Some months ago we looked at the three-piece bark canoes of the Yahgan and Alacaluf people of southern Chile. Prior to European contact, these boats were prevalent all across the Strait of Magellan and several hundred miles up the west coast of Chile, to about the Taitao Peninsula. For another 200 miles or so north of that point, the common pre-conquest boat was the dalca.
In terms of design and even construction, the dalca was quite similar to its southern bark-built cousin, consisting of three planks. A "keel" plank, wide amidships and tapered equally toward the ends to points, was bent to impart a great deal of rocker, particularly toward the ends, so that the bottom curved up to form stem- and sternposts, after a fashion. Side planks were sewn on, with their ends curving inward sharply so that their ends met the outboard edges of the endposts. The sides leaned slightly outward at the top.
I believe the indigenous people of the Chilean coast had no metals pre-conquest, and hence no saws. The boards, therefore, must have been gotten out by splitting with wedges.
Reports differ on the caulking material used to seal the seams, with mentions of various materials including crushed herbs and clay or mud, a tree- or other plant-based resin, and moss. Likewise, the material for the stitches was variously reported as being of bark fibers, baleen, split cane or some unnamed cordage. There are mentions of floor timbers and thwarts. Other than the fact that the thwarts were narrow and structural, apparently not intended as comfortable seats, I've come across no other descriptions of these members, nor their numbers in the boats that existed at the time of European contact.
One of the earliest reports cited a length of 30-40 feet and a beam of 3 feet, which seems far too narrow. Even if three feet is taken as the width of the bottom and one assumes a width at the gunwale as 5 feet amidships, this would have been rather narrow boat at 30 feet LOA, and an outrageously narrow one at 40 feet LOA. I think it probable that at least one, if not both, of the dimensions in that early report were in error.
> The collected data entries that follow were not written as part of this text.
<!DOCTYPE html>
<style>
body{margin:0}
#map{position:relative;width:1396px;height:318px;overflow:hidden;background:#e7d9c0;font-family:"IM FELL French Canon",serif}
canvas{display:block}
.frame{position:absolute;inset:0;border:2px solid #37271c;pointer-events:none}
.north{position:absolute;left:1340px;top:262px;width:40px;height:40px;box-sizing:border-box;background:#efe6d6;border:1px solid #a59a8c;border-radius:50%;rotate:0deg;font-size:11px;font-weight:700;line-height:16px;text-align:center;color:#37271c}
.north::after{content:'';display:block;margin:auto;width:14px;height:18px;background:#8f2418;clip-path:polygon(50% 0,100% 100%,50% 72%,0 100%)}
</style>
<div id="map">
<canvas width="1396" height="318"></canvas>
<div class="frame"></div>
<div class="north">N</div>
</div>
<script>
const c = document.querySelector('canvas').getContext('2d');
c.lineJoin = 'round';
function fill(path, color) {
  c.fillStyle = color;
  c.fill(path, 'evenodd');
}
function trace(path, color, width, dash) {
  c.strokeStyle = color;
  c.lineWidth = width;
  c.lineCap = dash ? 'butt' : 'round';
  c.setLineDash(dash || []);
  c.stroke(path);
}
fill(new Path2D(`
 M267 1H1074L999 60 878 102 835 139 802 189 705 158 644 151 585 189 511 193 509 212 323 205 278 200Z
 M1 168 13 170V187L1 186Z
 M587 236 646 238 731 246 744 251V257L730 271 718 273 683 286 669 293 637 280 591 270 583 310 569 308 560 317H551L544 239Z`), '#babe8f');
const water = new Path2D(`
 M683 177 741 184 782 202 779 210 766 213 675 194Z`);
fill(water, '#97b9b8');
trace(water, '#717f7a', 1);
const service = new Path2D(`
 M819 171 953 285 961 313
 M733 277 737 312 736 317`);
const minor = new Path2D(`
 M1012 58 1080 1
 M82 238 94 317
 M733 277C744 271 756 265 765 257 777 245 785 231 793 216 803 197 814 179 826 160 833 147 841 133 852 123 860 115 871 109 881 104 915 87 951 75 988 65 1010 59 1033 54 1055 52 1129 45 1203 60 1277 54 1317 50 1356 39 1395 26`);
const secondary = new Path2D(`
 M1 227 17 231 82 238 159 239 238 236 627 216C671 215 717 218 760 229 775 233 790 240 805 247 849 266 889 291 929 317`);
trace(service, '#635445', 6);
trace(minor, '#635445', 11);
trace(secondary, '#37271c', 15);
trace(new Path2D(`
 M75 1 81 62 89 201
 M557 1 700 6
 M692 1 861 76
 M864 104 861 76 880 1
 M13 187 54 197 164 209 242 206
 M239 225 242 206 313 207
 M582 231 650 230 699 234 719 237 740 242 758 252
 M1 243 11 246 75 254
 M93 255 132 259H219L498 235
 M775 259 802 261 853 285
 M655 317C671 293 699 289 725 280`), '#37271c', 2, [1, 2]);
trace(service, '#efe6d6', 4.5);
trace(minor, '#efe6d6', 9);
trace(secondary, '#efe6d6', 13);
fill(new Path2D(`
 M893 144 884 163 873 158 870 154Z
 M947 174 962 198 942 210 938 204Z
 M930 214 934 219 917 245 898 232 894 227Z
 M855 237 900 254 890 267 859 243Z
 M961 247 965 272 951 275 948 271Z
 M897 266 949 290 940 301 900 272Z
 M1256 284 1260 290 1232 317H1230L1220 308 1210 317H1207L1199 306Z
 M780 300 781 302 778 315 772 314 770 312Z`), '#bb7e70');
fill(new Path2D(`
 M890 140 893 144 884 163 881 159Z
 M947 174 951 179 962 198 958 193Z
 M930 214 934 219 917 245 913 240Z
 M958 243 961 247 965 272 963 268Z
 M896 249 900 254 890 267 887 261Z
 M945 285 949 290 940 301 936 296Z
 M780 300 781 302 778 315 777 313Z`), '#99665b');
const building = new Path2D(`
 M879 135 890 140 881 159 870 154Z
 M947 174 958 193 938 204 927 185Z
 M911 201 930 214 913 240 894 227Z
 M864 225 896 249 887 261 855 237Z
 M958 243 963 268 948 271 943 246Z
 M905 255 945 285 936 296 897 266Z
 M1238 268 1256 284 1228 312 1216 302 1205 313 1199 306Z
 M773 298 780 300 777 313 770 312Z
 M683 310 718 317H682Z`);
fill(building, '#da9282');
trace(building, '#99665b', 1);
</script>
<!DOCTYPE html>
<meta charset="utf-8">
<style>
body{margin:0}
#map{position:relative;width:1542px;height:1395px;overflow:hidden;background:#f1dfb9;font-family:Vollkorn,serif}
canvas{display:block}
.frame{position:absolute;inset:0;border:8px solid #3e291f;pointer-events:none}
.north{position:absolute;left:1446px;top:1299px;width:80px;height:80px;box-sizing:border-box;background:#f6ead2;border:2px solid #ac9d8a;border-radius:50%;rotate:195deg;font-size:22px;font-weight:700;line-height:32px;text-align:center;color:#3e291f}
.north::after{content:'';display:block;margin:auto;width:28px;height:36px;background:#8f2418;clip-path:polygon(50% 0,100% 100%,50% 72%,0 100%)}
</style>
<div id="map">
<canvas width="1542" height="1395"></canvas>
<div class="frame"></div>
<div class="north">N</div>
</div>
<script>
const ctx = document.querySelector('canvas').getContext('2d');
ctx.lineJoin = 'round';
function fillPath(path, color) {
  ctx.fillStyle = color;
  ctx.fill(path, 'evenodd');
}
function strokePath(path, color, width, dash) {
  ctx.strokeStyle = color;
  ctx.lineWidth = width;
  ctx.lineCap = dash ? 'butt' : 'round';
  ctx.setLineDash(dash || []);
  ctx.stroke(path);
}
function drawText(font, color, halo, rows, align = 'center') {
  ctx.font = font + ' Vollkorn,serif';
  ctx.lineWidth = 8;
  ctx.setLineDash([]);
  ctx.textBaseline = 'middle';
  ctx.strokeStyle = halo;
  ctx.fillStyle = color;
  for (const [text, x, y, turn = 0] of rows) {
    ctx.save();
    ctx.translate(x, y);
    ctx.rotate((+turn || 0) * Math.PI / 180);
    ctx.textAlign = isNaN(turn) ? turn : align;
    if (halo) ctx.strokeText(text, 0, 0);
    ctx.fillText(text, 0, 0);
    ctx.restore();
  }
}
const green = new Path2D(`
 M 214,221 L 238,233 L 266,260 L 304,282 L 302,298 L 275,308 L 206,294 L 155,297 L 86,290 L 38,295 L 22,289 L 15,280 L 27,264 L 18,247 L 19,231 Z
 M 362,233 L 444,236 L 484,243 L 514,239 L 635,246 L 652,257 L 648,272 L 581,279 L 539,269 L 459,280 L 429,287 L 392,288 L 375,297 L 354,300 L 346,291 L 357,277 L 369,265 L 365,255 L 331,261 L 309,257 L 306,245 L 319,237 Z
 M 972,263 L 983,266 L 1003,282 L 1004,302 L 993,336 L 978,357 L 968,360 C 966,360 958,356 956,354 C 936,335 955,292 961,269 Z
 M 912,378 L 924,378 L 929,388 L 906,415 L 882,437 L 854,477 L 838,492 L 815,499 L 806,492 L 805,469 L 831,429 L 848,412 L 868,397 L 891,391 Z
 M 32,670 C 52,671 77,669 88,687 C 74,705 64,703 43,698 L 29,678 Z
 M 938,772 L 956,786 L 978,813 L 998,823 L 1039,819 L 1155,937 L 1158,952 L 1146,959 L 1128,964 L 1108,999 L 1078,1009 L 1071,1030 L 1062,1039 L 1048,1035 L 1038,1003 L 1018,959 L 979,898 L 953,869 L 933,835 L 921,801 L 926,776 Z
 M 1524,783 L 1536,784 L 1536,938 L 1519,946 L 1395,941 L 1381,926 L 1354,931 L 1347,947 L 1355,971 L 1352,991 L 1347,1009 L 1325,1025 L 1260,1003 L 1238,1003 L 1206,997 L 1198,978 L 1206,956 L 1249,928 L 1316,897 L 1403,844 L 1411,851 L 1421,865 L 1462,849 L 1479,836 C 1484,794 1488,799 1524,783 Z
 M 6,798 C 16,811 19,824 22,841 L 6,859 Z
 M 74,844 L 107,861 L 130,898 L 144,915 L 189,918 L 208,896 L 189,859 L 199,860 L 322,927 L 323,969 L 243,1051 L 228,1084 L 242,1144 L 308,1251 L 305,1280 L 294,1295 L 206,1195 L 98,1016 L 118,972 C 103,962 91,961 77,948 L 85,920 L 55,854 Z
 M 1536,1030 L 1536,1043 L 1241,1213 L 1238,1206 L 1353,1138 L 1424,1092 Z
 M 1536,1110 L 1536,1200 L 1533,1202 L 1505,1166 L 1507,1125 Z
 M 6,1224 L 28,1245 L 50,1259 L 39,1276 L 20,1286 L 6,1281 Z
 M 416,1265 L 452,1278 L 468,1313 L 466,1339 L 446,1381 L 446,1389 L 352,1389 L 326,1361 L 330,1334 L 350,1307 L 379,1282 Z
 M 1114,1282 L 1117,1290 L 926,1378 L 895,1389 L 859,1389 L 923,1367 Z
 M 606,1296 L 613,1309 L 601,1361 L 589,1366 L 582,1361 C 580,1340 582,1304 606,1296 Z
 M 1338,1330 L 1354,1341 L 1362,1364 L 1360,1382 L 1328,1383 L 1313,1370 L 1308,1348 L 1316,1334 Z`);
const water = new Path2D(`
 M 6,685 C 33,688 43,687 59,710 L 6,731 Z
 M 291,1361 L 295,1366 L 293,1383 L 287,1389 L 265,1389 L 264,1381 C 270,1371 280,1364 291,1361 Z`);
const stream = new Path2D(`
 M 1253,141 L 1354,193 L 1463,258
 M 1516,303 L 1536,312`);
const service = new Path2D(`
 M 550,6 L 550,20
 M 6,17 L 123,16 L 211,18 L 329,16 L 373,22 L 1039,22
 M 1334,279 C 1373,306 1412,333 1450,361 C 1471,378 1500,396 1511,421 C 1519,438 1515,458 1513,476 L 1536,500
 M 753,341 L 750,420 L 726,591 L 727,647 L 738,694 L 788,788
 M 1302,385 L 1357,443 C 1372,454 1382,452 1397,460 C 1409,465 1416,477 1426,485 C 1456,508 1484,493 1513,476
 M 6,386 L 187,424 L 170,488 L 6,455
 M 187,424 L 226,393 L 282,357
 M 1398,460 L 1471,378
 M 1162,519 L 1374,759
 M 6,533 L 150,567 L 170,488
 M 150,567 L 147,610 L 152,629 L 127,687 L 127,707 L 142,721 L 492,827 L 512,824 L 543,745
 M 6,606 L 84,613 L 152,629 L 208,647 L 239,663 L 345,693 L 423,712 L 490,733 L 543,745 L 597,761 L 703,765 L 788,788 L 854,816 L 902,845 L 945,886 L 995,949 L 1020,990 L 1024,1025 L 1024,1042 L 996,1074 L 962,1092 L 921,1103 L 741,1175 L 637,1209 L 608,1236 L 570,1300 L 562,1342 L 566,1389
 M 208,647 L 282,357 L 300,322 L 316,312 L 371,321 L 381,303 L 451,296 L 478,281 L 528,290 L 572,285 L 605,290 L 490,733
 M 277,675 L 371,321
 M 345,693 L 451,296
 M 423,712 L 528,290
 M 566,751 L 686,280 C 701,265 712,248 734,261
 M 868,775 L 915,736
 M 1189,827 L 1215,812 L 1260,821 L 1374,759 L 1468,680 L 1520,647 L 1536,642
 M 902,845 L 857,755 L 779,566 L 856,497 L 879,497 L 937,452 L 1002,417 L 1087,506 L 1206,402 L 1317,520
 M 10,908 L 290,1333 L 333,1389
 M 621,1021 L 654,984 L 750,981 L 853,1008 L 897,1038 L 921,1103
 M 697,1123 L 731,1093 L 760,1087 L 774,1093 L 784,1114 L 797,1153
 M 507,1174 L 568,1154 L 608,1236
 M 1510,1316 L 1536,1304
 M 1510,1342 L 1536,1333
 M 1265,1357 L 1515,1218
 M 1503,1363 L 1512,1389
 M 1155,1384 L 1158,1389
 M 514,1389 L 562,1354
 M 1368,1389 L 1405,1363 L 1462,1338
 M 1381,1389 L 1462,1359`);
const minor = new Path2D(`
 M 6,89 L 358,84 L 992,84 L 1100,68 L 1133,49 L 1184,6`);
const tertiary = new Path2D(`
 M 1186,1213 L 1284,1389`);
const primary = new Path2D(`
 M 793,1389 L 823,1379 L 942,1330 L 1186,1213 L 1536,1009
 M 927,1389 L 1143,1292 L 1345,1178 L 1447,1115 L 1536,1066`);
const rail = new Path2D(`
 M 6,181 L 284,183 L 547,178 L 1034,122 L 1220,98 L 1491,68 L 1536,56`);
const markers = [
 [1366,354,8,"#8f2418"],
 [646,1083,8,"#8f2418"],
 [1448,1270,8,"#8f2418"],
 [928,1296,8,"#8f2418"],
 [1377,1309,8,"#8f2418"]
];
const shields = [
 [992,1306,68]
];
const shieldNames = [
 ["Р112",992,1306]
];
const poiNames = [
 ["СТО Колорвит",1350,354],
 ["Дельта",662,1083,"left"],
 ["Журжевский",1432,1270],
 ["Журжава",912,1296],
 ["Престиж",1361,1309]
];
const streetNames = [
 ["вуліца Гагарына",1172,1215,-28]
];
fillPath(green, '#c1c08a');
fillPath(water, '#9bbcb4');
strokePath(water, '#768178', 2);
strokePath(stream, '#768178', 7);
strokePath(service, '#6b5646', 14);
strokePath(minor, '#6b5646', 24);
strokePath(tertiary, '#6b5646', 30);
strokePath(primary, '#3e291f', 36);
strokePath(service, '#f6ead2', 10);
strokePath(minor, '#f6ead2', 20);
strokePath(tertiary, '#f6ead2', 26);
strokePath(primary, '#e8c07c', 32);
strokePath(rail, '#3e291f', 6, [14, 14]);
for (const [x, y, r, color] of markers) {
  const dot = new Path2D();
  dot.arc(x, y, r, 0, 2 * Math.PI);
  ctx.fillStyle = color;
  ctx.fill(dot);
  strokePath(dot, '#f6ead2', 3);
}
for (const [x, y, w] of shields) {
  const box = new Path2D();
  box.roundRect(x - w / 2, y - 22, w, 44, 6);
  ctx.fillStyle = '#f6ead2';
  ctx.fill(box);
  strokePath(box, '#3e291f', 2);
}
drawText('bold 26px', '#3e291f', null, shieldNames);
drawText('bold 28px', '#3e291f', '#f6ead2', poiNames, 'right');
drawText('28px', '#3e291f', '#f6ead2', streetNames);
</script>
Propulsion was originally by paddle. One early observer saw the use of a rudimentary sailing rig, consisting of a single mast and yard to which a leather square sail was lashed. The clews (bottom corners) of the sail were held in the mariners' hands. According to Clinton R. Edwards in Aboriginal Watercraft on the Pacific Coast of South America, this was probably an adoption made soon after first contact; Edwards believes no sails were used pre-contact.
Early Europeans in the area often used dalcas for local travel, even commissioning their construction in large numbers, but making provisions for the use of oars instead of paddles. In some cases, they were disassembled for long portages and reassembled at the end of the carry. This was easily done, given their simple stitched or sewn construction.
Soon after European contact began, the dalca began to displace the bark canoe to its south, probably because access to metal tools made the more durable wooden boat that much more attractive and accessible to the Yahgan and Alacaluf people. Dalcas remained in use into the early 20th century, when they were displaced by small craft of European design.
The photo, of a dalca reconstruction at the the Museum of the Dalca in Chiloe, Chile, differs somewhat from the descriptions in Edwards, and may reflect post-contact modifications of an unknown (to me) date. The bottom board does not narrow to points at the ends, and the strakes or side boards butt against the inboard surface of the bottom board – not against its outboard edges. There is a batten on the outside, and possibly on the inside, of the main construction seam, held in place by the bottom-to-sides lashings. There are no floor timbers or frames, but there are seven thwarts, round and still not used as seats, lashed to the upper surface of the strakes.
(Photo is Creative Commons via Wikipedia. Most information is from Edwards, cited above.)